Reviews

The Letter

Somerset Maugham’s 1927 melodrama was adapted from his own short story with a great dramatic twist. Leslie Crosbie, the wife of a British rubber planter on the Malay Peninsula, is reported to have killed a man, Geoffrey Hammond, who tried to rape her while her husband was away on business in Singapore. In the final pages of the story, after an acquittal at her trial for murder, she casually tells the truth in direct speech: Hammond was a lover who had deserted her for a Chinese woman.

In the theatre, Leslie has to perform both speeches herself, and the flaw in Alan Strachan’s otherwise sensitive and confidently laid out production is that Jenny Seagrove makes no great distinction between them. Instead of a woman covering up her guilt and then collapsing into confessional anguish, she remains the same taut, tight colonial lady of leisure from start to finish. Maybe this is the point.

If so, it scuppers the power of a play that hinges on the criminal act of Leslie’s defence lawyer, Howard Joyce, suborning a witness. Anthony Andrews as Joyce makes it clear that he does so more out of friendship for Robert Crosbie, Leslie’s decent but dull husband, than out of pity for Leslie. She had written Hammond a letter, begging him to come and see her on the day of his murder. Joyce’s serpentine assistant in his Singapore office, Ong Chi Seng, offers to get hold of the letter, but there is a price to pay, a price that will decimate Robert’s fortune.

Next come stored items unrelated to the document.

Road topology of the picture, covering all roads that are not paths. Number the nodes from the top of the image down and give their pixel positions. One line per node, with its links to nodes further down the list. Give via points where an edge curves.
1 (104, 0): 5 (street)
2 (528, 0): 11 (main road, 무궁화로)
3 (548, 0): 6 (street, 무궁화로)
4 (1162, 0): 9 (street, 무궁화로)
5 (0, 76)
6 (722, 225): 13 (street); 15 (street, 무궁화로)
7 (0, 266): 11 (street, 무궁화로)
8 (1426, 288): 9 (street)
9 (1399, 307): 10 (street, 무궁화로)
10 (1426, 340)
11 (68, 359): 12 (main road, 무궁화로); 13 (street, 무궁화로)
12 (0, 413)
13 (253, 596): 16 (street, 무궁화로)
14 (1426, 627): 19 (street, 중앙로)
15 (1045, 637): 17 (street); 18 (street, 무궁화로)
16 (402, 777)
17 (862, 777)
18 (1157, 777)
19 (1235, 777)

Unknown to Robert, Joyce authorises this purchase after a visit to the Chinese quarter, where Paul Farnsworth’s imposing, sunset-imbued plantation set of rattan screens, bamboo and shiny green foliage gives way to the red curtains and cushions of an opium den. Here, the unnamed Chinese woman (in the story an old hag, which makes Leslie’s anger even more acute) exudes, in Liz Sutherland’s expressive beauty, a heart-breaking sense of loss.

The play opens with six shots in the dark and the sight of Hammond’s corpse – he was a man mountain, apparently, as well as a raffish charmer, which is slightly odd – lying across the veranda. When Neil Bartlett directed Joanna Lumley in the play at the Lyric Hammersmith in 1995, he deployed the Chinese characters, including Ong Chi Seng, as both house boys and scene shifters, hinting at subversion. Strachan saves this element for Jason Chan’s performance as Ong, strongly implying revenge in the exploitation of the colonials’ venality and not so latent racism.

Although it’s easy to sympathise with Leslie’s boredom in marriage, it’s harder to understand Joyce’s friendship with Andrew Charleson’s bluff and lumpy planter. Instead, Andrews suggests a buttoned up psycho-sexuality that may include – impossible to believe – a major crush on his old chum. Andrews is so on top of his own performance that his repertoire of airy gestures, barking vocal variations and clinical chin-jutting takes Joyce into another stratosphere of undiluted unpleasantness.

It is good to be reminded of Maugham’s talent as both story-teller and playwright (especially at a time when the new Maugham film, The Painted Veil, offers such a disgracefully distorted account of another great heroine’s emotional vulnerability). But I feel that Seagrove has missed a real opportunity to soar in the narrow, but intensely executed, vision of her role.